Your objective:
Go through the material and copy each line that includes "road".

** Opening Supplied data block **

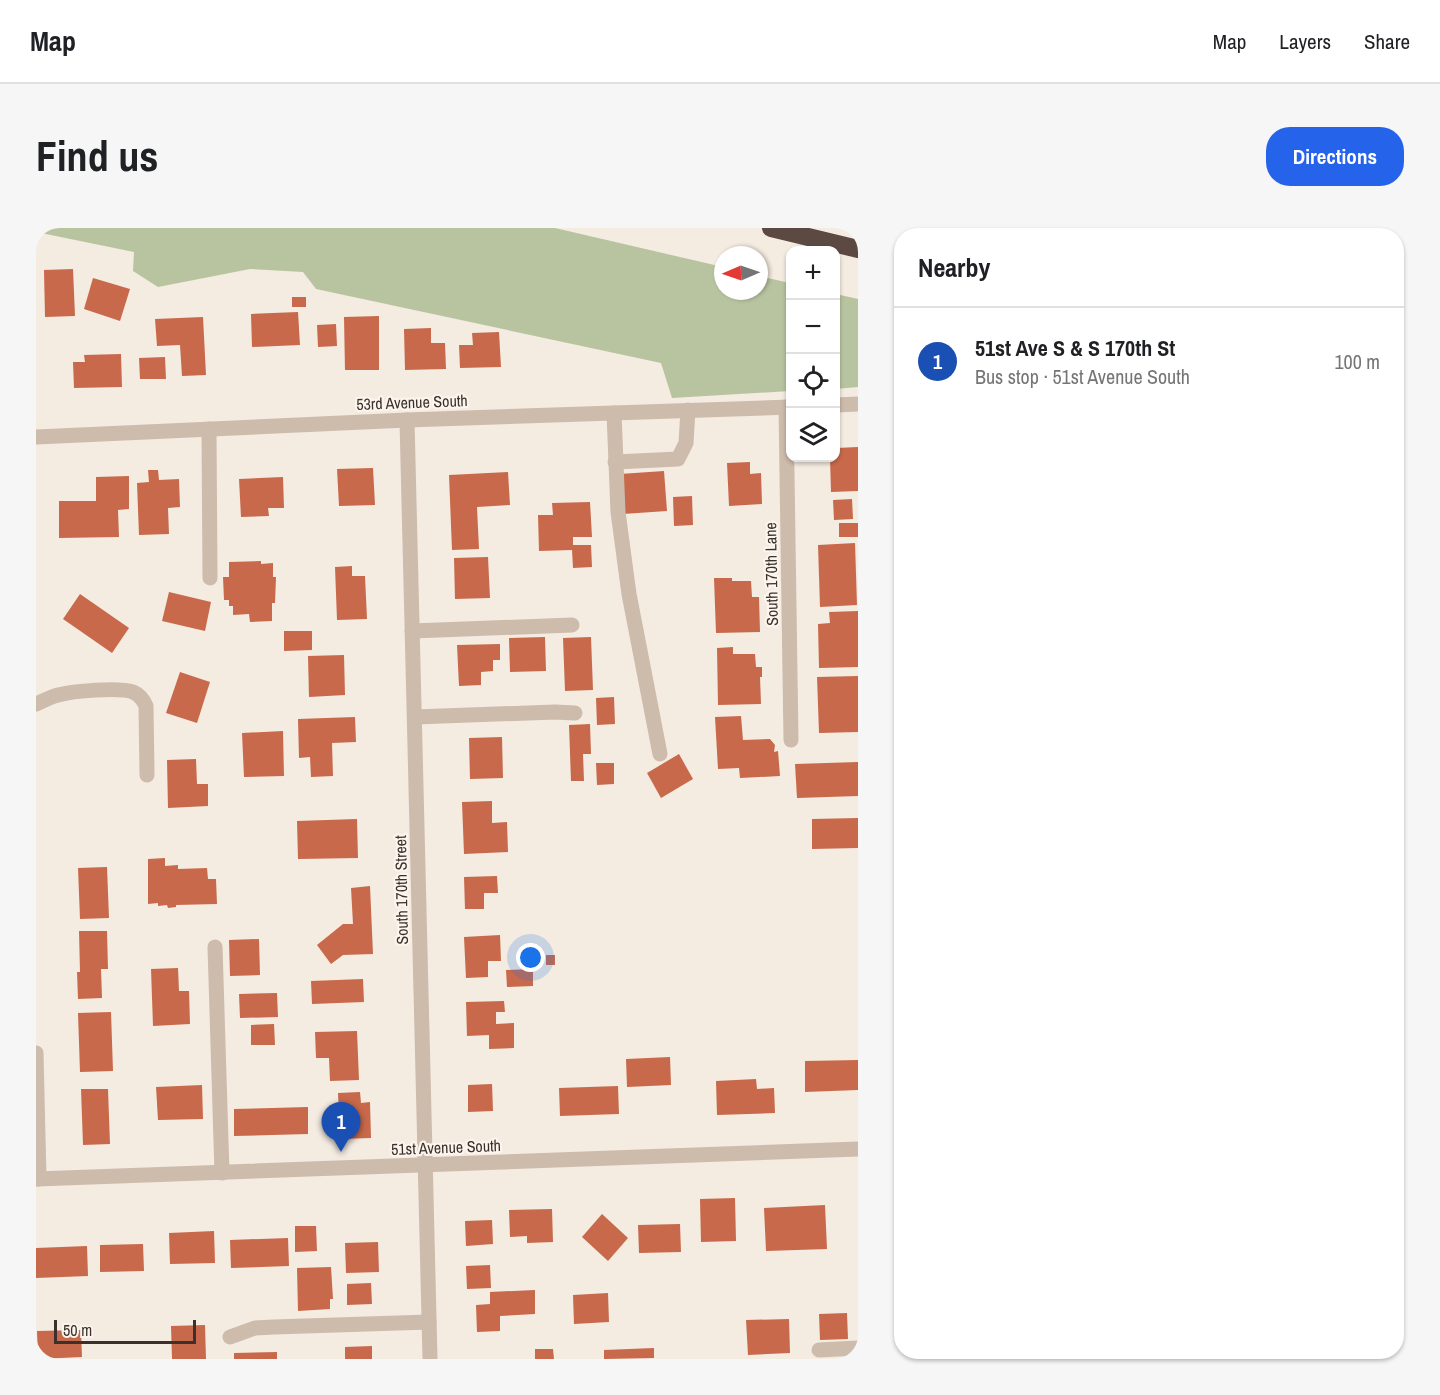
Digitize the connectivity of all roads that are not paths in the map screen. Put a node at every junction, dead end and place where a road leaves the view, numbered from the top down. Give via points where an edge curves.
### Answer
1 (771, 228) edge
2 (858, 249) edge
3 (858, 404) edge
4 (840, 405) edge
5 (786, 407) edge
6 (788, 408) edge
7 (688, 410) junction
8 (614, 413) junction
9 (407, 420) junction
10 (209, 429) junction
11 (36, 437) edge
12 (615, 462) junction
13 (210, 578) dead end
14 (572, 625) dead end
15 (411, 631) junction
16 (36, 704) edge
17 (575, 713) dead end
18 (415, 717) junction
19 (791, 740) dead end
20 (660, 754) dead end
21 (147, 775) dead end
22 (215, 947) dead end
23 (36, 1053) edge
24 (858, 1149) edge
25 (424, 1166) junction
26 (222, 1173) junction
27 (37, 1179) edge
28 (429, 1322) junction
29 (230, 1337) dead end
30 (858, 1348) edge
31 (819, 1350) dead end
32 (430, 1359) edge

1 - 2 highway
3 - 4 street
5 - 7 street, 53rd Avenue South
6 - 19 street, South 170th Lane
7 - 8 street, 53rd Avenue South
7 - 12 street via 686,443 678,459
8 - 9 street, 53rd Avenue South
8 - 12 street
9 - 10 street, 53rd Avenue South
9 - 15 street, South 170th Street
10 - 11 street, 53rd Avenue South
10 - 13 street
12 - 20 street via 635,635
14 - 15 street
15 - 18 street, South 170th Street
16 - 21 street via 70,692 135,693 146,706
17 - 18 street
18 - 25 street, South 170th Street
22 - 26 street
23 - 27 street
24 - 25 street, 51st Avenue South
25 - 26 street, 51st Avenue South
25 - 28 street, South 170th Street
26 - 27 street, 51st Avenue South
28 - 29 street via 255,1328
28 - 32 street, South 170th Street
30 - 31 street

** Closing Supplied data block **
** Opening Supplied data block **

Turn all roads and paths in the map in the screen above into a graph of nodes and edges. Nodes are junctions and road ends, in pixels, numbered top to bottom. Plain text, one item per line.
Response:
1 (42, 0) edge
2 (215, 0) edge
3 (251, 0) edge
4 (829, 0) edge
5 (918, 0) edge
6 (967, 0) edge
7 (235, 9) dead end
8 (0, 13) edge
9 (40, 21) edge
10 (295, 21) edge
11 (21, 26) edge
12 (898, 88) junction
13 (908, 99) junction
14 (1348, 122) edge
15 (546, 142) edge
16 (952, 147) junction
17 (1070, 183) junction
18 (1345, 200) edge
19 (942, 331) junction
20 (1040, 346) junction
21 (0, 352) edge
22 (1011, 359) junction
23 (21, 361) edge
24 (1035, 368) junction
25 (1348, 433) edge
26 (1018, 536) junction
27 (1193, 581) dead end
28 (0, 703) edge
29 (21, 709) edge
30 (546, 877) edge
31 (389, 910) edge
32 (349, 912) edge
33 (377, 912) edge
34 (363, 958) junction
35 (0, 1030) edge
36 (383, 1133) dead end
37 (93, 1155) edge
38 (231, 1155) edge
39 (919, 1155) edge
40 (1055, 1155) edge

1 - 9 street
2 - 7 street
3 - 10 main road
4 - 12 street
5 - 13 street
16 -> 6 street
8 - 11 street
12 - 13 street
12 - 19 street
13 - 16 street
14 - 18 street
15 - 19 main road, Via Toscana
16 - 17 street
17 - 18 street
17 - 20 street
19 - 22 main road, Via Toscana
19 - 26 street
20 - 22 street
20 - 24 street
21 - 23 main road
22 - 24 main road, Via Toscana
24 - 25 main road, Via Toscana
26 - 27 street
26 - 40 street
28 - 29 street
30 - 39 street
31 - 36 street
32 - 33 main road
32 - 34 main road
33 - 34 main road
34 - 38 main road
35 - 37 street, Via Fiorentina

** Closing Supplied data block **

Exercise response:
Digitize the connectivity of all roads that are not paths in the map screen. Put a node at every junction, dead end and place where a road leaves the view, numbered from the top down. Give via points where an edge curves.
Turn all roads and paths in the map in the screen above into a graph of nodes and edges. Nodes are junctions and road ends, in pixels, numbered top to bottom. Plain text, one item per line.
3 - 10 main road
15 - 19 main road, Via Toscana
19 - 22 main road, Via Toscana
21 - 23 main road
22 - 24 main road, Via Toscana
24 - 25 main road, Via Toscana
32 - 33 main road
32 - 34 main road
33 - 34 main road
34 - 38 main road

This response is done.